Random Thoughts on the Passing Scene #94
08 Dec
- The Delphi Prism Command Line Edition download is now live at http://cc.codegear.com/Free.aspx?id=26256. It’s free as in beer.
- And be sure to get your RAD Studio 2009 Trial if you haven’t already had a look.
- Cross Platform Delphi is Back.
- Don’t miss our new white paper called "Using New Delphi Coding Styles and Architectures: A Review of the Language Features in Delphi 2009".



"Cross Platform Delphi is Back" but it just a net/mono application!!!
December 8th, 2008 at 11:06 pmHello, Nick!
December 9th, 2008 at 12:17 amHow about Delphi Win32 Command Line Edition?
The top of Whitepaper webpage says "by Tim DelChiaro". Should that not be "by Marco Cantù"? who wrote the white paper?
December 9th, 2008 at 1:22 amCross Platform: it works on a Microsoft platform and also in a Microsoft platform.
December 9th, 2008 at 4:49 amhttp://www.mono-project.com/Supported_Platforms
December 9th, 2008 at 6:22 am"Cross Platform Delphi" -
December 9th, 2008 at 1:13 pmA marketing solution to a technical problem :-).
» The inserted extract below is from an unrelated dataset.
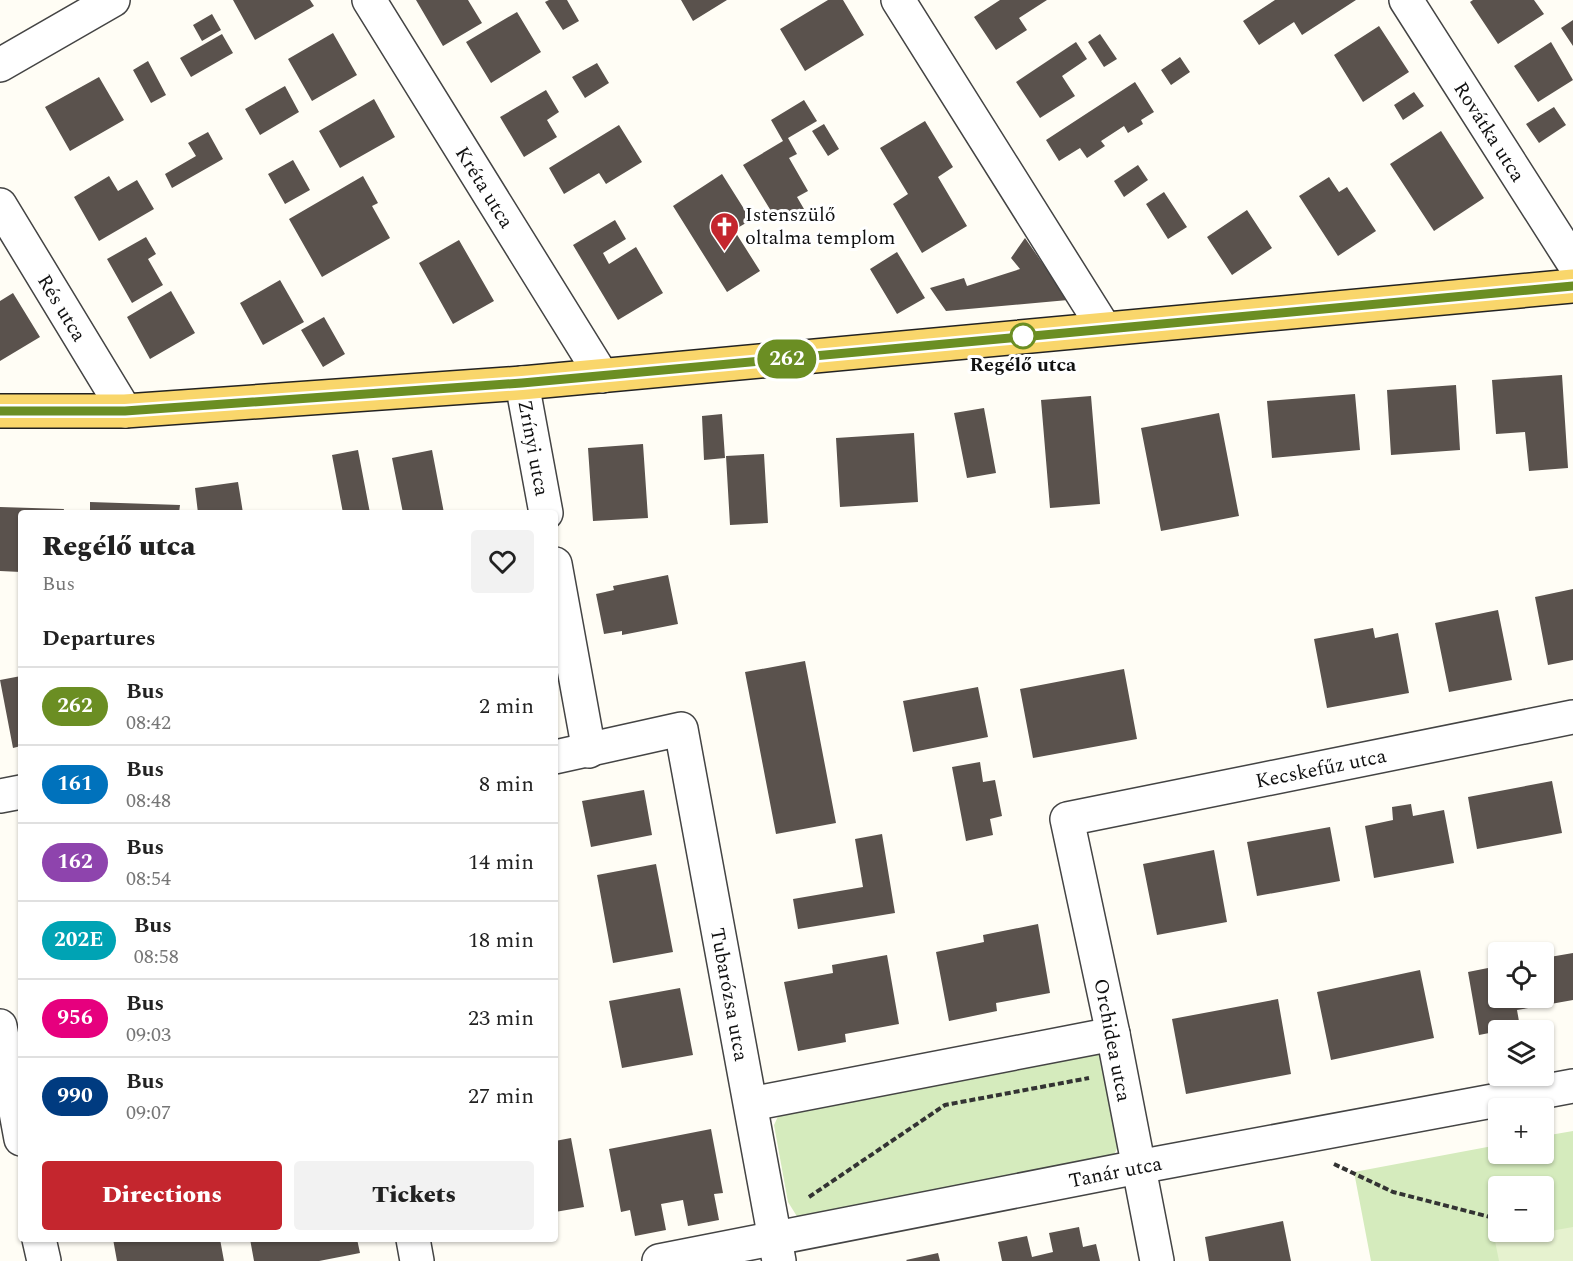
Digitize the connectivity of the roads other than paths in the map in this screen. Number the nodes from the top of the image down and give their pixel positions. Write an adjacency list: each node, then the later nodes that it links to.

But like all marketing solutions when you look under the covers, there is a giant can of worms. Please tell me this is a joke.
yeah, how about Delphi Win32 Command Line Edition?
December 9th, 2008 at 1:53 pmFor the matter, any Delphi Win32 application running in a VM is "cross platform"…
Stop this "multi-platform" nonsense about Mono, please, it is just a lame attempt to tell people .NET is like Java, WINE works better, if needed.
And please, rethink the size of Integer and Cardinal in 64 bit Delphi. You’re going to create a lot of issues IMHO. And it would be nice to clarify *now* what will happen - i.e. what about TComponent.Tag? Will it be "Integer" still and 32 bit? Will become a NativeInt (breaking a lot of casts)? What about many "Integer" properties? Which one will become NativeInt and which one will stay Integer?
December 9th, 2008 at 2:52 pmNow that Delphi is up to 2009, please reconsider the death of the Turbos and bring Turbo Delphi up to 2007.
December 9th, 2008 at 9:45 pm> Cross Platform Delphi is Back.
marketing speech. you do quite well lately and imho don’t need such lame statements.
I’d prefer you’d say that Prism supports mono (well) and thus will run on several platforms. For me you can reserve the cross platform moniker for native Delphi.
Hans-Peter
December 10th, 2008 at 1:27 amSince no announcements have been made about 64 bit native Delphi I don’t believe that the decision to keep Integer/Cardinal at 32 bit is officially known. However, it’s the only sensible choice.
Those of you complaining about it need to take a read of the 64 bit programming guide in MSDN. Since native Delphi will run on Windows it will use Win32 which is the 64 bit native Windows interface. Consequently it makes a huge amount of sense for Delphi to have the same strategy for dealing with integer/pointer variable sizes as the underlying platform.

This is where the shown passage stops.